╔══

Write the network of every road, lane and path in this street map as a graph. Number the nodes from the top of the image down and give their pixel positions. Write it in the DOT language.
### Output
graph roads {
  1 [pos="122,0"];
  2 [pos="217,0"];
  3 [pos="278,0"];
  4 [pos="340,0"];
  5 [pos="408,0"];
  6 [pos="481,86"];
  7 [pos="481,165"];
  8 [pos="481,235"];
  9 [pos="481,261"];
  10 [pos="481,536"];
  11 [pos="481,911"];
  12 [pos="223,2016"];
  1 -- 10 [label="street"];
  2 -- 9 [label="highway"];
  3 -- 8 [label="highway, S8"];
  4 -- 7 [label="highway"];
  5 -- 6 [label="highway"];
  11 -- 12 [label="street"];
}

╚══
╔══

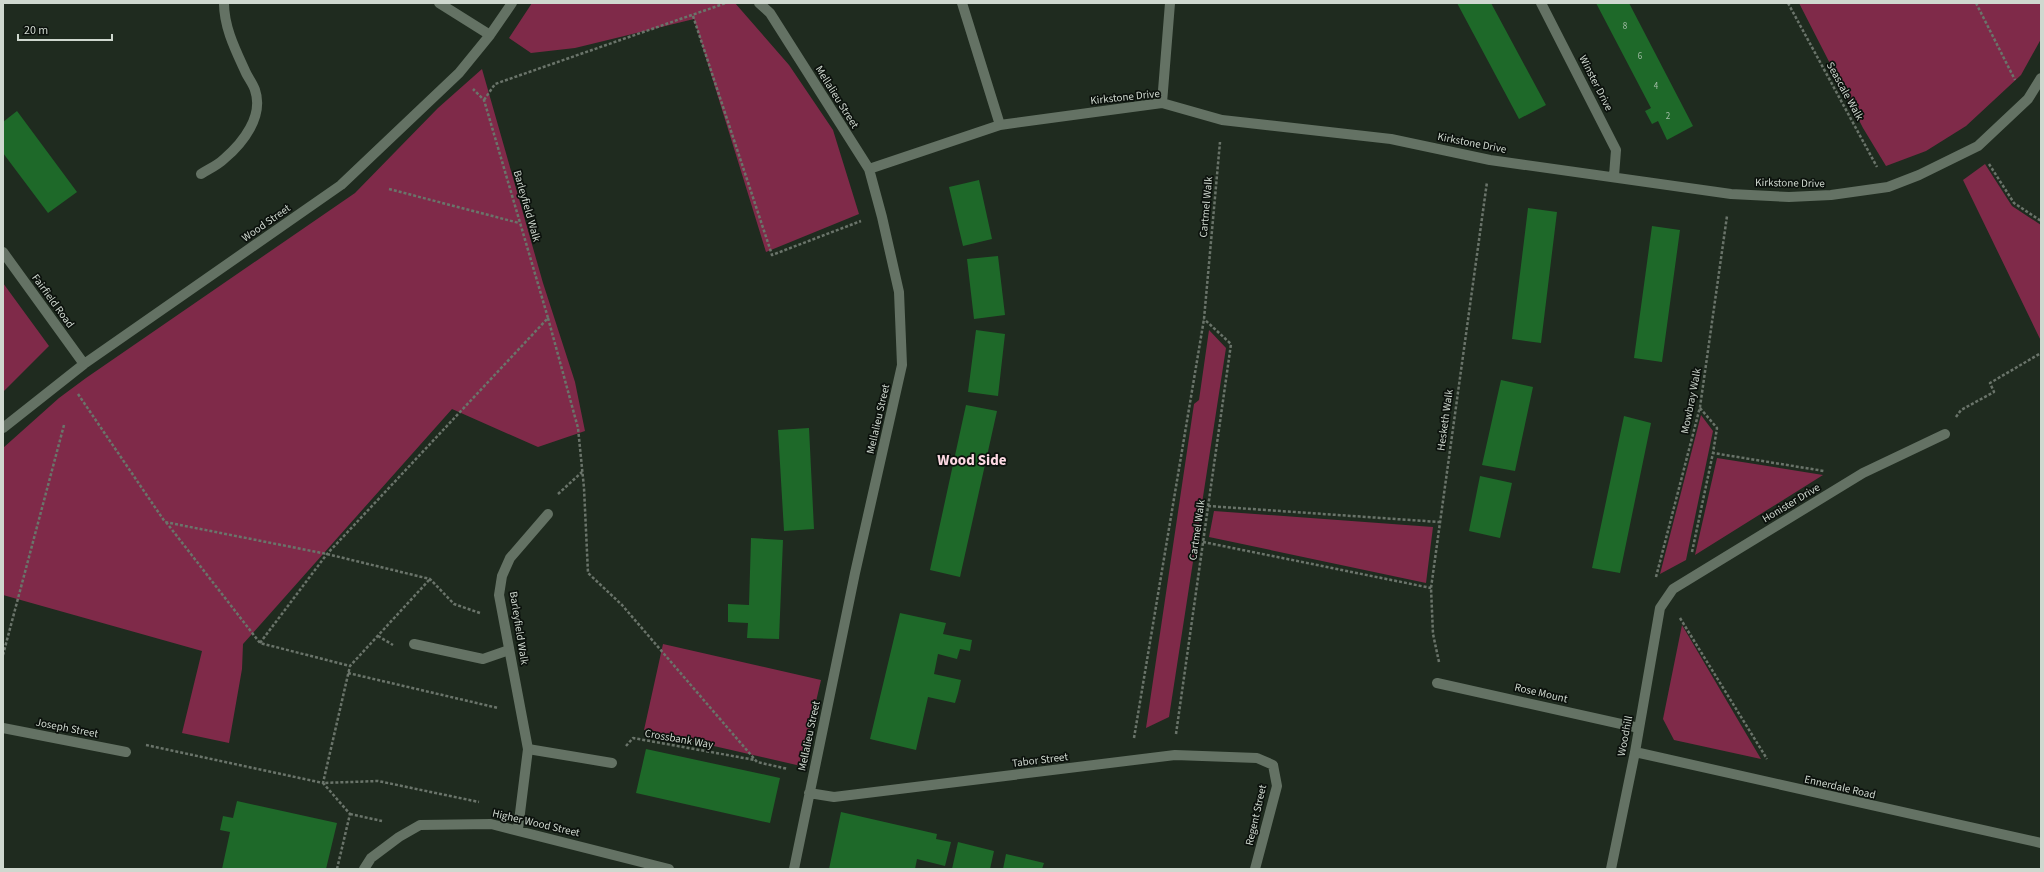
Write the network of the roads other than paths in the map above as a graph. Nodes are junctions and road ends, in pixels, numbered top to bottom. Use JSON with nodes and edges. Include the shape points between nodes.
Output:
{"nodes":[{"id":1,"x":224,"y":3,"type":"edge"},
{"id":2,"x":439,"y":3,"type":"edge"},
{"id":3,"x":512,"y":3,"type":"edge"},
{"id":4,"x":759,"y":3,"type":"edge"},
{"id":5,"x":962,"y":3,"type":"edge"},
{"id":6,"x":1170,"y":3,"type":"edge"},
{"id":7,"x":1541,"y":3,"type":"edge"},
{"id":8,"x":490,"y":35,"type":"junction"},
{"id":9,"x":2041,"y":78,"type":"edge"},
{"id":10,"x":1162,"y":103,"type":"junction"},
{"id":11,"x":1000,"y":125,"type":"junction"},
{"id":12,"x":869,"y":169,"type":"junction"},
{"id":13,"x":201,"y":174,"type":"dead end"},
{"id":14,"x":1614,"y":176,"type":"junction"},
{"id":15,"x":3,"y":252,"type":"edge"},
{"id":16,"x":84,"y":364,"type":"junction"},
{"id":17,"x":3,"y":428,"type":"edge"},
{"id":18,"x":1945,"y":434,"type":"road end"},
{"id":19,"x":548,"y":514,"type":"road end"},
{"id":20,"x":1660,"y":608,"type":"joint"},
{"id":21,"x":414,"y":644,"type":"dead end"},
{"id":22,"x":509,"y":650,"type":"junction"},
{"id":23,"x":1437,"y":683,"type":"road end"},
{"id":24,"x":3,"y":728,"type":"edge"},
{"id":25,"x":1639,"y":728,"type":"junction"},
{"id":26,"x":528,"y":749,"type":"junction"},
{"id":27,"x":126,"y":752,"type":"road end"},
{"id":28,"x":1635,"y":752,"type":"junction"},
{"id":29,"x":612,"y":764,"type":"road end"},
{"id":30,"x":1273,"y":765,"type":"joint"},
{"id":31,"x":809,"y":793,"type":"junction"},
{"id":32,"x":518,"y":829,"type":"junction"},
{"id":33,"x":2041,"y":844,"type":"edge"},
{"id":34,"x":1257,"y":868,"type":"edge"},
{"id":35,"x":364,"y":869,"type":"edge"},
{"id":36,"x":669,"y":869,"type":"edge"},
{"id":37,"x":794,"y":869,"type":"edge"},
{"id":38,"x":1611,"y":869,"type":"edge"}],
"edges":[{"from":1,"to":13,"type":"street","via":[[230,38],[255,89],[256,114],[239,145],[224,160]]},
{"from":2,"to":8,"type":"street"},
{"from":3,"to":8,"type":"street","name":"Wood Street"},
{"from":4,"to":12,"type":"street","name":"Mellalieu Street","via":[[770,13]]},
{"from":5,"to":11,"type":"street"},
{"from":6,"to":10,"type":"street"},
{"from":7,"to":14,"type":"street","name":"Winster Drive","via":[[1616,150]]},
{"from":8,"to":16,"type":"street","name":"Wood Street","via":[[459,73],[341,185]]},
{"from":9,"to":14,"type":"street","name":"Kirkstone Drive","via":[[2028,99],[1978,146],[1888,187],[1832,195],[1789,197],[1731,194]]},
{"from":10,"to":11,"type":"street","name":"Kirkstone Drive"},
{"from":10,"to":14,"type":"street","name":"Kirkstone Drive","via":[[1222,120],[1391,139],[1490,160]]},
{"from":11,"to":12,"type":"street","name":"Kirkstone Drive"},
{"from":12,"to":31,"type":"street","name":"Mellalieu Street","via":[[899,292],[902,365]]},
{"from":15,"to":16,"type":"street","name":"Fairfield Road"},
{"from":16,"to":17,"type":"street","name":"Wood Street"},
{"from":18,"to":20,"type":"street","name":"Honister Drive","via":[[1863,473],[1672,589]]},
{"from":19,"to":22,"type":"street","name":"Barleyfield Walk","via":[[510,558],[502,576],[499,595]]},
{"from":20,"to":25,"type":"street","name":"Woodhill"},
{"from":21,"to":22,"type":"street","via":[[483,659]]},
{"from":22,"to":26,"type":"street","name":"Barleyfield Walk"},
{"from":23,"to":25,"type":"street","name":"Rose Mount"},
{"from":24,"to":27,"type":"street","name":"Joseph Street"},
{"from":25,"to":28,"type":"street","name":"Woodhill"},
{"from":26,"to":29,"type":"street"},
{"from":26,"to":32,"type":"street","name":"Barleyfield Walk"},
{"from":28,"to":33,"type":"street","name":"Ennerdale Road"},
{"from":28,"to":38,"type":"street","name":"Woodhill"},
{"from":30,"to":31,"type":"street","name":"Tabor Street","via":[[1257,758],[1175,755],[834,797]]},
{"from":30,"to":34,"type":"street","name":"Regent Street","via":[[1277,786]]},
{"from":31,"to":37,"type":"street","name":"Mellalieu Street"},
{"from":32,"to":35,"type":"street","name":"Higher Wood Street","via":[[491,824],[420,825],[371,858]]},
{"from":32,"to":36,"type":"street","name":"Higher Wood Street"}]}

╚══

What is needed – From the data above, copy each line that holds "Write".

Output for this task –
Write the network of every road, lane and path in this street map as a graph. Number the nodes from the top of the image down and give their pixel positions. Write it in the DOT language.
Write the network of the roads other than paths in the map above as a graph. Nodes are junctions and road ends, in pixels, numbered top to bottom. Use JSON with nodes and edges. Include the shape points between nodes.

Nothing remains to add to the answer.